[Opening MATERIAL SUPPLIED section]
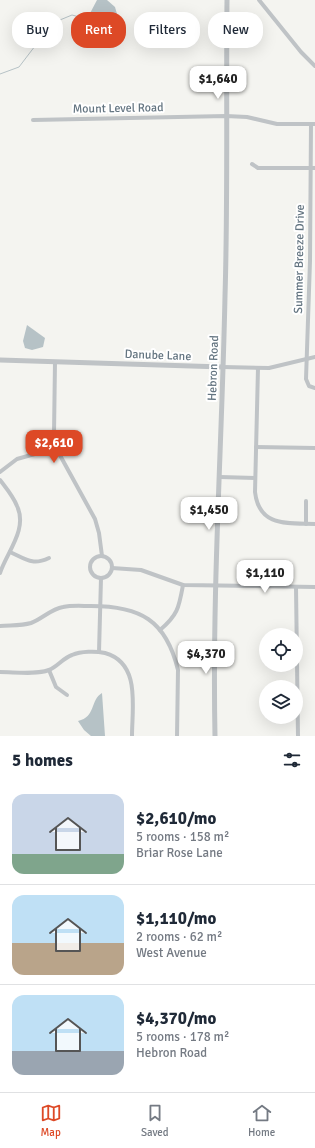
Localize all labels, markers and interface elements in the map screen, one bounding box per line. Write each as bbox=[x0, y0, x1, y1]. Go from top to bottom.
chip: Buy bbox=[12, 12, 63, 48]
chip: Rent bbox=[71, 12, 126, 48]
chip: Filters bbox=[134, 12, 200, 48]
chip: New bbox=[208, 12, 263, 48]
pin: $1,640 bbox=[185, 66, 251, 100]
text: $1,640 bbox=[199, 71, 237, 87]
street label: Mount Level Road bbox=[72, 100, 164, 117]
street label: Summer Breeze Drive bbox=[291, 204, 308, 314]
street label: Hebron Road bbox=[205, 335, 222, 401]
street label: Danube Lane bbox=[124, 347, 192, 364]
pin: $2,610 bbox=[21, 430, 87, 464]
text: $2,610 bbox=[35, 435, 73, 451]
pin: $1,450 bbox=[176, 497, 242, 531]
text: $1,450 bbox=[190, 502, 228, 518]
pin: $1,110 bbox=[232, 560, 298, 594]
text: $1,110 bbox=[246, 565, 284, 581]
map controls bbox=[259, 628, 303, 724]
button: locate bbox=[259, 628, 303, 672]
pin: $4,370 bbox=[173, 641, 239, 675]
text: $4,370 bbox=[187, 646, 225, 662]
button: layers bbox=[259, 680, 303, 724]
icon: filters bbox=[281, 749, 303, 771]
text: 5 homes bbox=[12, 750, 73, 771]
text: $2,610/mo bbox=[136, 808, 216, 829]
icon: home bbox=[44, 810, 92, 858]
text: 5 rooms · 158 m² bbox=[136, 829, 229, 845]
text: Briar Rose Lane bbox=[136, 845, 223, 861]
text: $1,110/mo bbox=[136, 908, 216, 929]
icon: home bbox=[44, 911, 92, 959]
text: 2 rooms · 62 m² bbox=[136, 929, 222, 945]
text: West Avenue bbox=[136, 945, 207, 961]
text: $4,370/mo bbox=[136, 1008, 216, 1029]
icon: home bbox=[44, 1011, 92, 1059]
text: 5 rooms · 178 m² bbox=[136, 1029, 229, 1045]
text: Hebron Road bbox=[136, 1045, 207, 1061]
tab: Map bbox=[40, 1102, 62, 1139]
tab: Saved bbox=[141, 1102, 169, 1139]
tab: Home bbox=[248, 1102, 275, 1139]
[Closing MATERIAL SUPPLIED section]
A word-for-word copy of all the records above is required, with the pictures left out.

Localize all labels, markers and interface elements in the map screen, one bounding box per line. Write each as bbox=[x0, y0, x1, y1]. Go from top to bottom.
chip: Buy bbox=[12, 12, 63, 48]
chip: Rent bbox=[71, 12, 126, 48]
chip: Filters bbox=[134, 12, 200, 48]
chip: New bbox=[208, 12, 263, 48]
pin: $1,640 bbox=[185, 66, 251, 100]
text: $1,640 bbox=[199, 71, 237, 87]
street label: Mount Level Road bbox=[72, 100, 164, 117]
street label: Summer Breeze Drive bbox=[291, 204, 308, 314]
street label: Hebron Road bbox=[205, 335, 222, 401]
street label: Danube Lane bbox=[124, 347, 192, 364]
pin: $2,610 bbox=[21, 430, 87, 464]
text: $2,610 bbox=[35, 435, 73, 451]
pin: $1,450 bbox=[176, 497, 242, 531]
text: $1,450 bbox=[190, 502, 228, 518]
pin: $1,110 bbox=[232, 560, 298, 594]
text: $1,110 bbox=[246, 565, 284, 581]
map controls bbox=[259, 628, 303, 724]
button: locate bbox=[259, 628, 303, 672]
pin: $4,370 bbox=[173, 641, 239, 675]
text: $4,370 bbox=[187, 646, 225, 662]
button: layers bbox=[259, 680, 303, 724]
icon: filters bbox=[281, 749, 303, 771]
text: 5 homes bbox=[12, 750, 73, 771]
text: $2,610/mo bbox=[136, 808, 216, 829]
icon: home bbox=[44, 810, 92, 858]
text: 5 rooms · 158 m² bbox=[136, 829, 229, 845]
text: Briar Rose Lane bbox=[136, 845, 223, 861]
text: $1,110/mo bbox=[136, 908, 216, 929]
icon: home bbox=[44, 911, 92, 959]
text: 2 rooms · 62 m² bbox=[136, 929, 222, 945]
text: West Avenue bbox=[136, 945, 207, 961]
text: $4,370/mo bbox=[136, 1008, 216, 1029]
icon: home bbox=[44, 1011, 92, 1059]
text: 5 rooms · 178 m² bbox=[136, 1029, 229, 1045]
text: Hebron Road bbox=[136, 1045, 207, 1061]
tab: Map bbox=[40, 1102, 62, 1139]
tab: Saved bbox=[141, 1102, 169, 1139]
tab: Home bbox=[248, 1102, 275, 1139]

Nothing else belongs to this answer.